Change brings benefits and drawbacks. We have less contact with the outdoor world, yet ironically, the concern for the condition of the natural environment is greater than it was, despite the loss of nature that occurred well before and during the 1960s and 1970s. More of us say we are worried about the state of nature than the public expressed fifty years ago. I cannot help but feel that some of this is armchair or couch concern, fed by generalised anxiety that is grievously prevalent in contemporary Western society. Deeper empathy comes from contact with nature.
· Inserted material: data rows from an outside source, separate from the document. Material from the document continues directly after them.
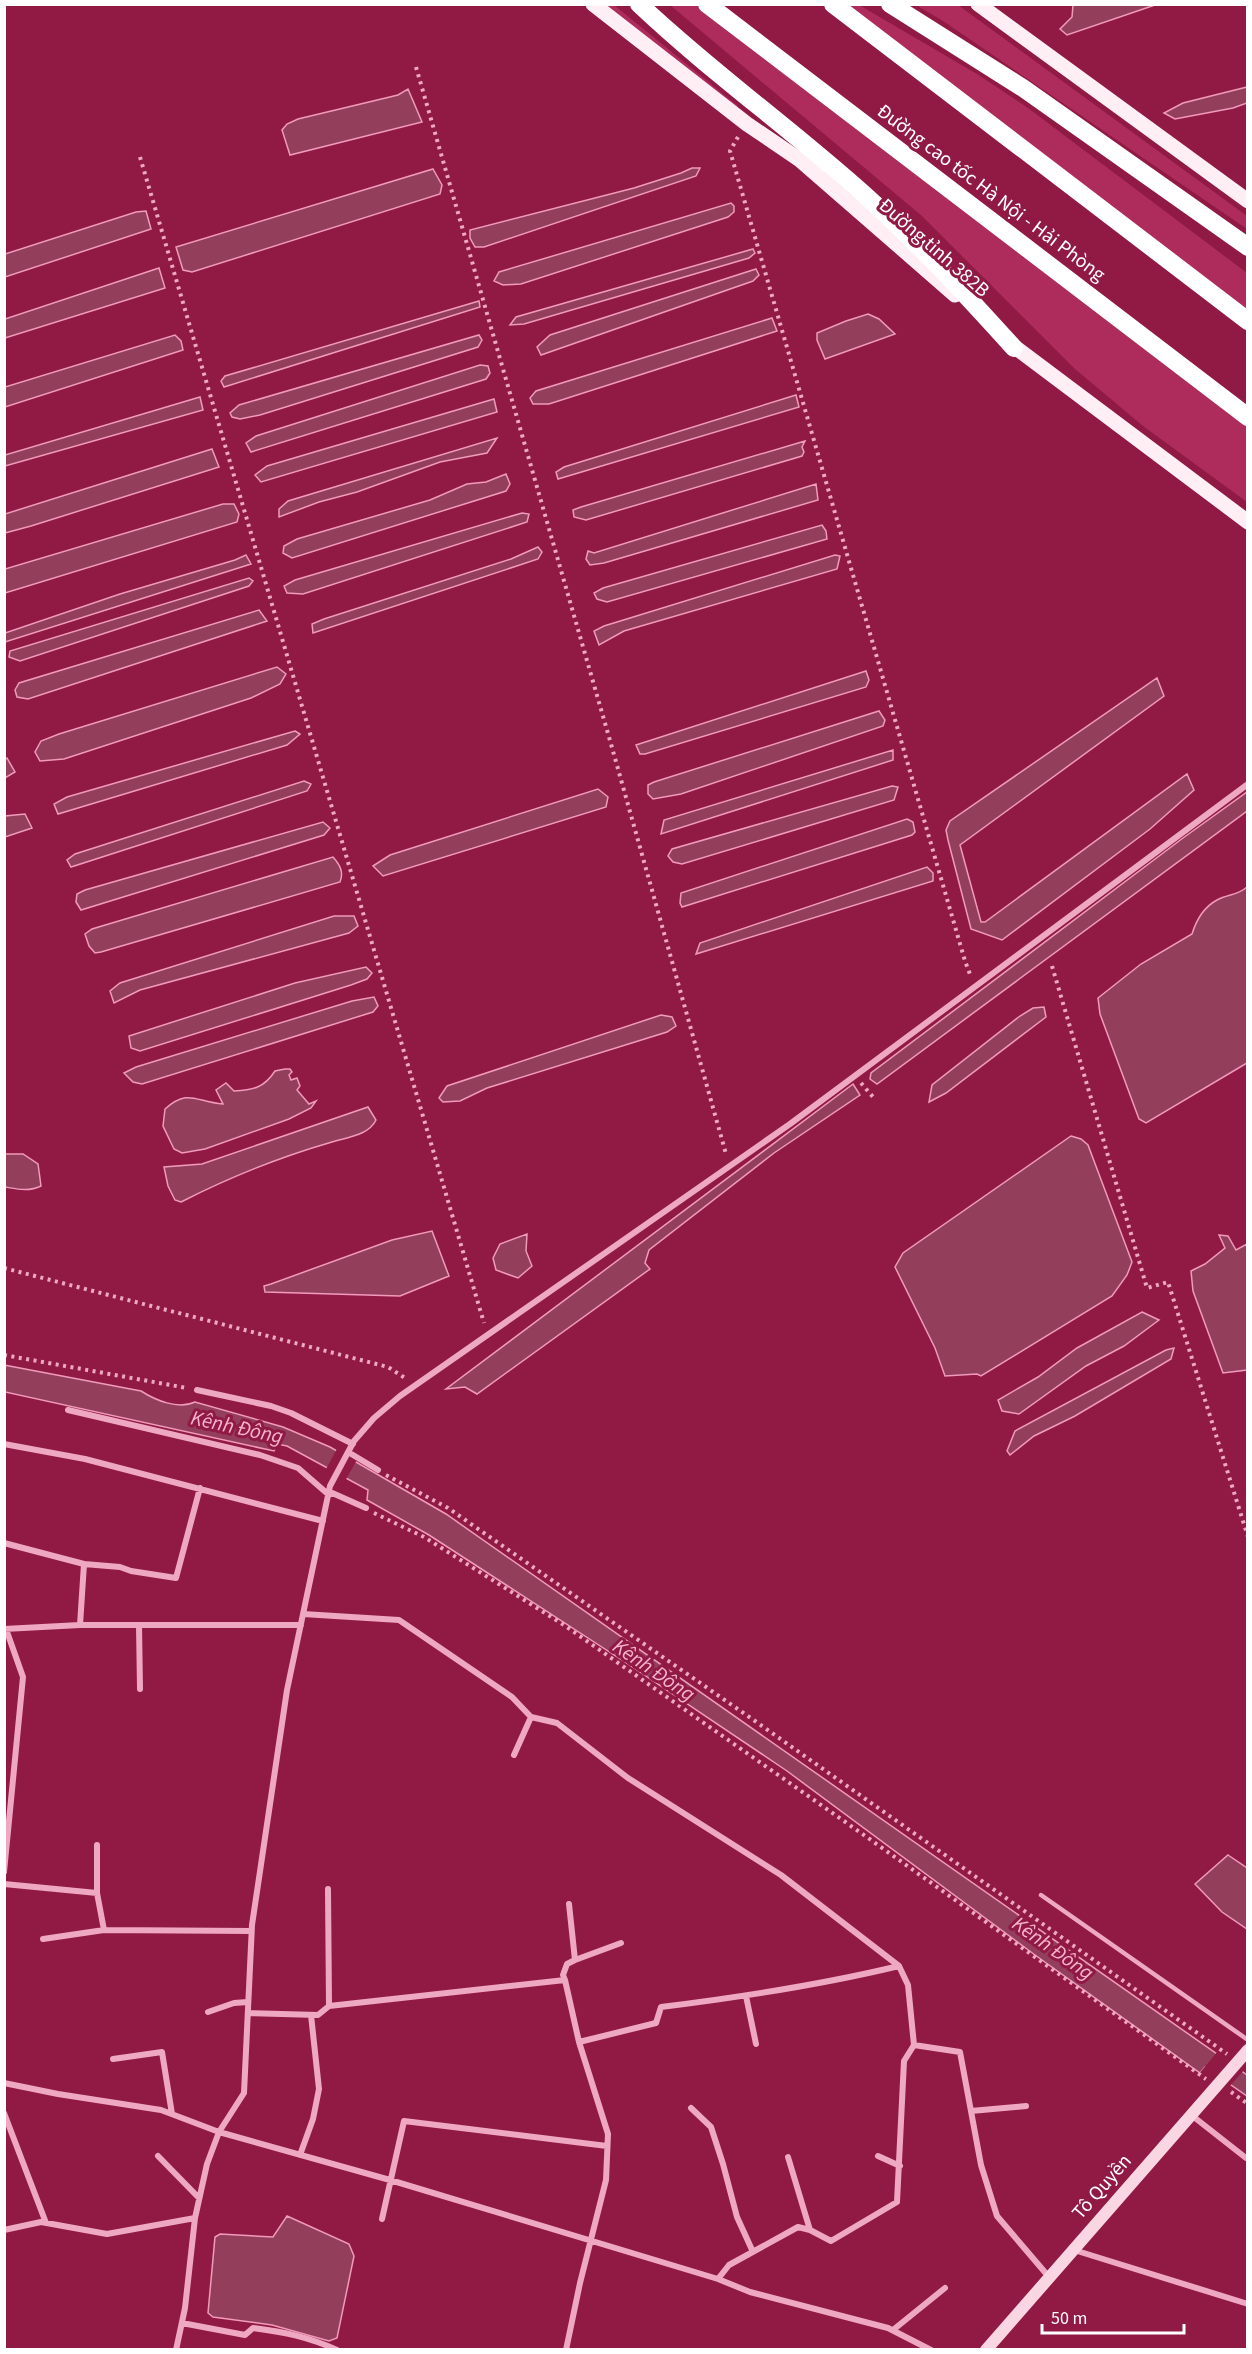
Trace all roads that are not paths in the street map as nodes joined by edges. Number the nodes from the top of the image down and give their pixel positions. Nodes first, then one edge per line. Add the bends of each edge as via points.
1 (639, 4) edge
2 (707, 4) edge
3 (833, 4) edge
4 (890, 4) edge
5 (978, 4) edge
6 (595, 6) edge
7 (1248, 201) edge
8 (1248, 247) edge
9 (1248, 321) edge
10 (1014, 348) junction
11 (1248, 417) edge
12 (1248, 522) edge
13 (1248, 784) edge
14 (197, 1390) road end
15 (68, 1410) dead end
16 (4, 1444) edge
17 (350, 1448) junction
18 (378, 1470) road end
19 (200, 1488) junction
20 (330, 1491) junction
21 (366, 1508) road end
22 (323, 1521) junction
23 (4, 1543) edge
24 (84, 1564) junction
25 (303, 1614) junction
26 (80, 1625) junction
27 (139, 1625) junction
28 (302, 1625) junction
29 (5, 1629) edge
30 (140, 1689) dead end
31 (531, 1717) junction
32 (514, 1755) dead end
33 (6, 1845) edge
34 (97, 1845) dead end
35 (4, 1872) edge
36 (4, 1884) edge
37 (328, 1889) dead end
38 (97, 1893) junction
39 (1041, 1895) dead end
40 (570, 1904) dead end
41 (104, 1930) junction
42 (252, 1931) junction
43 (43, 1939) dead end
44 (621, 1943) dead end
45 (575, 1960) junction
46 (899, 1966) junction
47 (565, 1980) junction
48 (746, 1996) junction
49 (248, 2002) junction
50 (329, 2006) junction
51 (208, 2012) dead end
52 (248, 2013) junction
53 (311, 2014) junction
54 (1248, 2040) edge
55 (579, 2042) junction
56 (756, 2044) dead end
57 (914, 2045) junction
58 (1243, 2054) edge
59 (113, 2058) dead end
60 (4, 2084) edge
61 (1026, 2106) dead end
62 (691, 2108) dead end
63 (971, 2111) junction
64 (4, 2113) edge
65 (172, 2114) junction
66 (1190, 2114) junction
67 (219, 2132) junction
68 (607, 2146) junction
69 (300, 2155) junction
70 (158, 2156) dead end
71 (878, 2156) dead end
72 (788, 2157) dead end
73 (1246, 2158) edge
74 (900, 2166) junction
75 (390, 2180) junction
76 (199, 2198) junction
77 (195, 2218) junction
78 (382, 2219) dead end
79 (46, 2223) junction
80 (4, 2230) edge
81 (810, 2230) junction
82 (591, 2241) junction
83 (1073, 2249) junction
84 (753, 2252) junction
85 (1049, 2277) junction
86 (718, 2279) junction
87 (945, 2288) dead end
88 (1248, 2304) edge
89 (182, 2323) junction
90 (893, 2330) junction
91 (992, 2348) edge
92 (176, 2349) edge
93 (338, 2349) edge
94 (566, 2349) edge
95 (931, 2349) edge

1 - 10 highway via 868,197 945,272
2 - 11 highway, Đường cao tốc Hà Nội - Hải Phòng
3 - 9 highway
4 - 8 highway via 1023,88
5 - 7 main road
6 - 10 main road, Đường tỉnh 382B via 747,124 800,160
10 - 12 main road, Đường tỉnh 382B
13 - 17 street via 790,1124 414,1387 374,1418
14 - 17 street via 291,1413
15 - 20 street via 260,1455 298,1468
16 - 19 street via 85,1459
17 - 18 street
17 - 20 street
19 - 22 street
19 - 24 street via 176,1578
20 - 21 street
20 - 22 street
22 - 25 street
23 - 24 street
24 - 26 street
25 - 28 street
25 - 31 street via 399,1620 512,1697
26 - 27 street
26 - 29 street
27 - 28 street
27 - 30 street
28 - 42 street via 287,1690
29 - 33 street via 23,1677
31 - 32 street
31 - 46 street via 557,1723 628,1778 781,1875
33 - 35 street
34 - 38 street
36 - 38 street
37 - 50 street
38 - 41 street
39 - 54 lane
40 - 45 street
41 - 42 street
41 - 43 street
42 - 49 street
44 - 45 street
45 - 47 street via 567,1964
46 - 48 street via 840,1981
46 - 57 street via 908,1985
47 - 50 street
47 - 55 street
48 - 55 street via 661,2007 656,2023
48 - 56 street
49 - 51 street
49 - 52 street
50 - 53 street via 318,2015
52 - 53 street
52 - 67 street via 244,2093
53 - 69 street via 319,2089
55 - 68 street via 608,2134
57 - 63 street via 960,2052
57 - 74 street via 904,2061
58 - 66 main road, Tô Quyền
59 - 65 street via 162,2052
60 - 65 street
61 - 63 street
62 - 84 street via 711,2127 737,2217
63 - 85 street via 981,2165 997,2216
64 - 79 street
65 - 67 street
66 - 73 street
66 - 83 main road, Tô Quyền
67 - 69 street
67 - 76 street
68 - 75 street via 404,2121
68 - 82 street via 606,2180
69 - 75 street
70 - 76 street
71 - 74 street
72 - 81 street
74 - 81 street via 897,2202 831,2241
75 - 78 street
75 - 82 street
76 - 77 street
77 - 79 street via 107,2234
77 - 89 street
79 - 80 street
81 - 84 street via 798,2227
82 - 86 street
82 - 94 street
83 - 85 main road, Tô Quyền
83 - 88 street
84 - 86 street via 729,2265
85 - 91 main road, Tô Quyền
86 - 90 street via 750,2292
87 - 90 street
89 - 92 street
89 - 93 street via 245,2335 253,2328 275,2331
90 - 95 street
Small Tortoiseshell, 13th June 2025.

My parents were happy or unhappy. When they were happy, I could disapparate, to use J.K. Rowling’s verb for vanish. Rambling the fields and hills alone or with friends, life was great. Bird nest hunting, pursuing and catching butterflies, looking for Fox dens, Hedgehogs and Badger setts, collecting frogspawn…you name it, we did it.
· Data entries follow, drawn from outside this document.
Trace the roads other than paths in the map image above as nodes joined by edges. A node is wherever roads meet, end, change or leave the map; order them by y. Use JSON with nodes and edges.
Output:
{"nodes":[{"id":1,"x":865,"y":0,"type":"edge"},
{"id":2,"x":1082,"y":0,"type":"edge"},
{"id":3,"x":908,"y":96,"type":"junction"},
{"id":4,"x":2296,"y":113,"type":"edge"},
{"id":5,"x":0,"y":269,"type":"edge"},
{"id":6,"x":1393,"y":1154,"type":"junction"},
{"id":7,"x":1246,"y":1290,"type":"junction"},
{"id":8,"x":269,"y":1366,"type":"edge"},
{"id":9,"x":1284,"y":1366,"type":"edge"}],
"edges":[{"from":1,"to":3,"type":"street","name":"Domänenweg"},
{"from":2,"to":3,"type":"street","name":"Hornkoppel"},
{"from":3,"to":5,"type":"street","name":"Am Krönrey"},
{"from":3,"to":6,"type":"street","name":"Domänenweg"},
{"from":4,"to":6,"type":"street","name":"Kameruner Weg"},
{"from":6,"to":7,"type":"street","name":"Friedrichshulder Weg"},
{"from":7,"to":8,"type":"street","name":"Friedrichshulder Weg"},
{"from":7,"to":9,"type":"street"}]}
I was given an arbitrary time to be home by, which I divined by the severity of stomach rumblings or the arc of the sun across the sky or the onset of conscience, quickened by fear of the consequences of lateness, which could be unpleasant.

When my parents were unhappy, life at home reflected that, a pathetic fallacy realised. This could last for days, and confinement indoors followed.

One thing my mother couldn’t abide was grass seed stitched into our socks, an inevitability when traipsing through knee-high grasses of the hay-making era. She set out the conditions for allowing me out, and avoiding grass seed in socks (with her poor English, mum called them ‘nettles’) was one, and utterly unfulfillable. When I returned, socks riddled with seed, consequences occurred.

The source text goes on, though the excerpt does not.